И наткнулся на какую-то женщину. Почему-то он не заметил ее раньше среди немногочисленных посетителей кладбища, и подошла она совсем неслышно. Не уступая ему дорогу, она мельком взглянула на нарциссы, затем ее глаза, смотревшие из-за очков в металлической оправе, снова обратились к мистеру Белли.
— Мм… Родственница?
— Жена, — ответил он, испустив вздох, будто подобные звуки были чем-то обязательным.
Она тоже вздохнула, чудной это был вздох, в нем явно слышалось удовлетворение.
— Ой, извините.
Лицо мистера Белли вытянулось.
— Бывает…
— Горе-то какое.
— Да.
— Надеюсь, она не долго болела? Не сильно маялась?
— Н-н-нет, — протянул мистер Белли, переминаясь с ноги на ногу. — Умерла во сне. — Повисло неудовлетворенное молчание, и он прибавил: — Сердце.
— Ну и ну. Мой отец так же умер. Совсем недавно. У нас с вами есть нечто общее. Нам есть, — произнесла она жалобным голосом, от которого ему стало не по себе, — о чем поговорить.
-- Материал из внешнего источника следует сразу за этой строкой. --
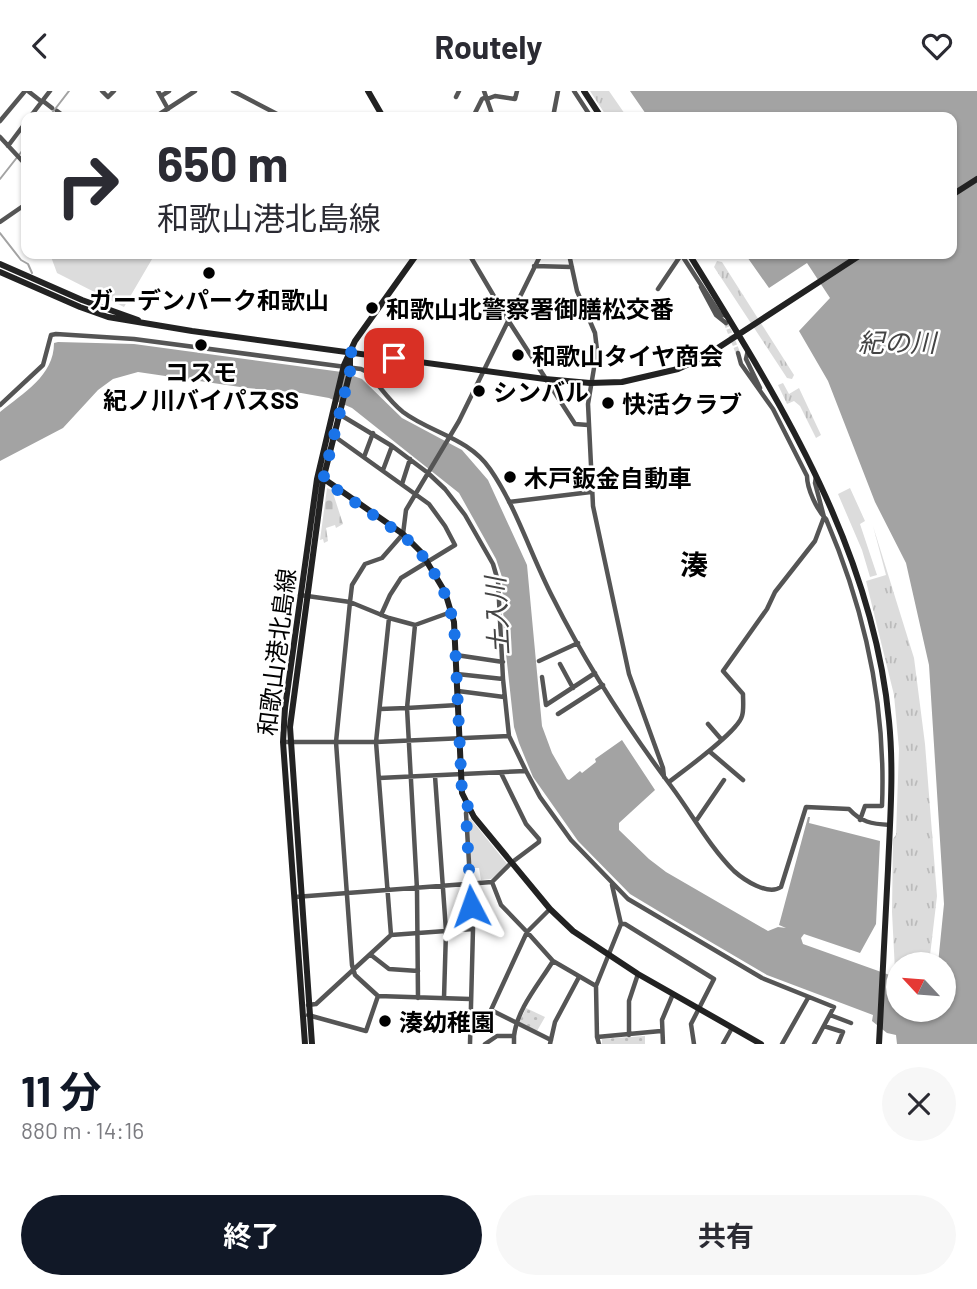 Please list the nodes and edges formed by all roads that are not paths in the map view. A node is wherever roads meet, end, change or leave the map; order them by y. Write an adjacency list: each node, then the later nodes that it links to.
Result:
1 (27, 91): 17 (street); 28 (street)
2 (50, 91): 17 (street)
3 (102, 91): 4 (street)
4 (114, 91)
5 (169, 91): 14 (street)
6 (195, 91): 18 (street)
7 (233, 91): 22 (street)
8 (368, 91): 23 (main road)
9 (459, 91): 16 (street)
10 (517, 91): 15 (street)
11 (558, 91): 25 (street)
12 (574, 91): 26 (street)
13 (584, 91): 27 (main road)
14 (159, 94): 18 (street)
15 (486, 96): 24 (street)
16 (456, 97)
17 (42, 101): 19 (street); 20 (street)
18 (168, 109): 21 (street)
19 (34, 112)
20 (58, 112)
21 (163, 112)
22 (273, 112)
23 (380, 112)
24 (476, 112)
25 (554, 112)
26 (588, 112)
27 (598, 112)
28 (0, 121)
29 (21, 129): 31 (street)
30 (0, 137): 31 (street)
31 (8, 146): 32 (street)
32 (21, 159)
33 (977, 179): 34 (main road)
34 (957, 192)
35 (21, 207): 36 (street)
36 (0, 222)
37 (414, 259): 55 (main road)
38 (471, 259): 50 (street)
39 (538, 259): 46 (street)
40 (570, 259): 47 (street)
41 (678, 259): 49 (street)
42 (684, 259): 51 (street)
43 (692, 259): 51 (main road)
44 (854, 259): 53 (main road)
45 (0, 264): 52 (main road)
46 (534, 266): 47 (street); 50 (street)
47 (572, 267): 60 (street)
48 (0, 272): 52 (main road)
49 (658, 289)
50 (508, 320): 58 (street); 59 (street)
51 (727, 320): 53 (main road)
52 (141, 321): 55 (main road)
53 (739, 335): 54 (main road); 60 (main road)
54 (748, 350): 61 (street); 73 (main road)
55 (349, 352): 57 (main road, 和歌山港北島線); 58 (main road)
56 (738, 353): 61 (street)
57 (347, 368): 62 (street); 63 (main road, 和歌山港北島線); 67 (street)
58 (483, 370): 59 (main road); 67 (street)
59 (545, 379): 60 (main road); 64 (street)
60 (590, 383): 64 (street)
61 (761, 392): 79 (street)
62 (0, 405)
63 (338, 409): 65 (street); 66 (main road, 和歌山港北島線); 74 (main road, 和歌山港北島線)
64 (588, 425): 76 (street)
65 (373, 433): 68 (street); 69 (street)
66 (333, 435): 69 (street); 74 (main road, 和歌山港北島線)
67 (450, 439): 72 (street); 78 (street)
68 (392, 446): 70 (street); 71 (street)
69 (364, 457): 71 (street)
70 (410, 459): 72 (street); 75 (street)
71 (383, 470): 75 (street)
72 (429, 472): 77 (street); 91 (street)
73 (816, 474): 79 (street); 126 (main road)
74 (320, 479): 80 (main road); 82 (main road, 和歌山港北島線)
75 (402, 484): 77 (street)
76 (591, 492): 78 (street); 120 (street)
77 (416, 495): 80 (street); 81 (street)
78 (509, 502): 88 (street)
79 (824, 517): 109 (street); 124 (street)
80 (403, 534): 81 (main road); 83 (street)
81 (429, 563): 84 (main road); 85 (street)
82 (304, 596): 83 (street); 110 (main road, 和歌山港北島線)
83 (350, 602): 85 (street); 111 (street)
84 (451, 612): 87 (street); 89 (main road)
85 (382, 615): 86 (street)
86 (389, 618): 87 (street); 103 (street)
87 (415, 625): 102 (street)
88 (578, 643): 90 (street); 93 (street)
89 (456, 655): 91 (street); 94 (main road)
90 (539, 661)
91 (503, 662): 96 (street)
92 (560, 664): 98 (street)
93 (595, 673): 97 (street); 98 (street)
94 (457, 674): 96 (street); 99 (main road)
95 (542, 677): 98 (street)
96 (503, 679): 100 (street)
97 (603, 685): 104 (street); 120 (street)
98 (573, 688)
99 (458, 691): 100 (street); 101 (main road)
100 (504, 697): 106 (street)
101 (458, 705): 102 (street); 107 (main road)
102 (407, 708): 103 (street); 108 (street)
103 (380, 709): 112 (street)
104 (558, 714)
105 (708, 724): 109 (street)
106 (509, 736): 107 (street); 114 (street)
107 (459, 737): 108 (street); 116 (main road)
108 (408, 739): 112 (street); 118 (street)
109 (721, 739): 113 (street)
110 (287, 742): 111 (street); 135 (main road, 和歌山港北島線)
111 (336, 742): 112 (street); 134 (street)
112 (376, 742): 119 (street)
113 (709, 751): 120 (street); 122 (street)
114 (526, 771): 115 (street); 130 (street)
115 (501, 773): 116 (street); 127 (street)
116 (461, 774): 117 (street); 123 (main road)
117 (435, 776): 118 (street); 131 (street)
118 (410, 777): 119 (street); 132 (street)
119 (379, 778): 133 (street)
120 (666, 780): 125 (street)
121 (724, 780): 125 (street)
122 (743, 780)
123 (469, 809): 127 (main road); 129 (street)
124 (860, 820): 125 (street); 126 (street)
125 (696, 821)
126 (890, 825): 184 (main road)
127 (511, 863): 128 (street); 136 (main road)
128 (492, 882): 129 (street); 140 (street)
129 (469, 883): 131 (street); 138 (street)
130 (612, 884): 137 (street); 155 (street)
131 (443, 886): 132 (street); 139 (street)
132 (417, 889): 133 (street); 141 (street)
133 (387, 891): 134 (street); 142 (street)
134 (348, 894): 135 (street); 146 (street)
135 (298, 897): 158 (main road, 和歌山港北島線)
136 (550, 909): 140 (street); 144 (main road)
137 (621, 924): 144 (street); 157 (street)
138 (473, 929): 139 (street); 156 (street)
139 (446, 932): 141 (street); 154 (street)
140 (527, 932): 145 (street); 159 (street)
141 (418, 934): 142 (street); 147 (street)
142 (391, 935): 143 (street)
143 (371, 955): 146 (street); 147 (street)
144 (609, 956): 148 (main road); 150 (street)
145 (553, 961): 149 (street); 163 (street)
146 (354, 971): 152 (street); 158 (street)
147 (418, 971): 153 (street)
148 (638, 974): 151 (main road); 167 (street)
149 (579, 977): 150 (street); 170 (street)
150 (596, 986): 169 (street)
151 (673, 994): 157 (main road); 166 (street)
152 (378, 996): 153 (street); 158 (street)
153 (418, 998): 154 (street)
154 (444, 998): 156 (street)
155 (808, 998): 160 (street); 181 (street)
156 (470, 999): 161 (street)
157 (698, 1008): 165 (main road); 178 (street)
158 (306, 1010): 171 (main road, 和歌山港北島線); 172 (main road, 和歌山港北島線)
159 (491, 1012): 161 (street); 163 (street)
160 (830, 1016): 162 (street); 164 (street)
161 (470, 1017): 173 (street)
162 (851, 1023)
163 (515, 1024): 168 (street); 170 (street)
164 (824, 1026): 182 (street); 183 (street)
165 (732, 1028): 179 (street); 180 (main road)
166 (661, 1031): 167 (street); 177 (street)
167 (629, 1035): 169 (street)
168 (513, 1036): 174 (street); 175 (street)
169 (597, 1037): 176 (street)
170 (550, 1042)
171 (305, 1044)
172 (312, 1044)
173 (470, 1044)
174 (485, 1044)
175 (514, 1044)
176 (598, 1044)
177 (663, 1044)
178 (694, 1044)
179 (723, 1044)
180 (761, 1044)
181 (782, 1044)
182 (814, 1044)
183 (838, 1044)
184 (879, 1044)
— …представляю, каково вам.
— По крайней мере, они не страдали. Это такое утешение.
Бикфордов шнур терпения мистера Белли уже догорал. До сих пор, как и подобает, мельком взглянув на собеседницу, он смотрел долу, изучая ее туфли, из тех грубоватых и прочных, так называемых практичных туфель, что обычно носят пожилые дамы и сиделки.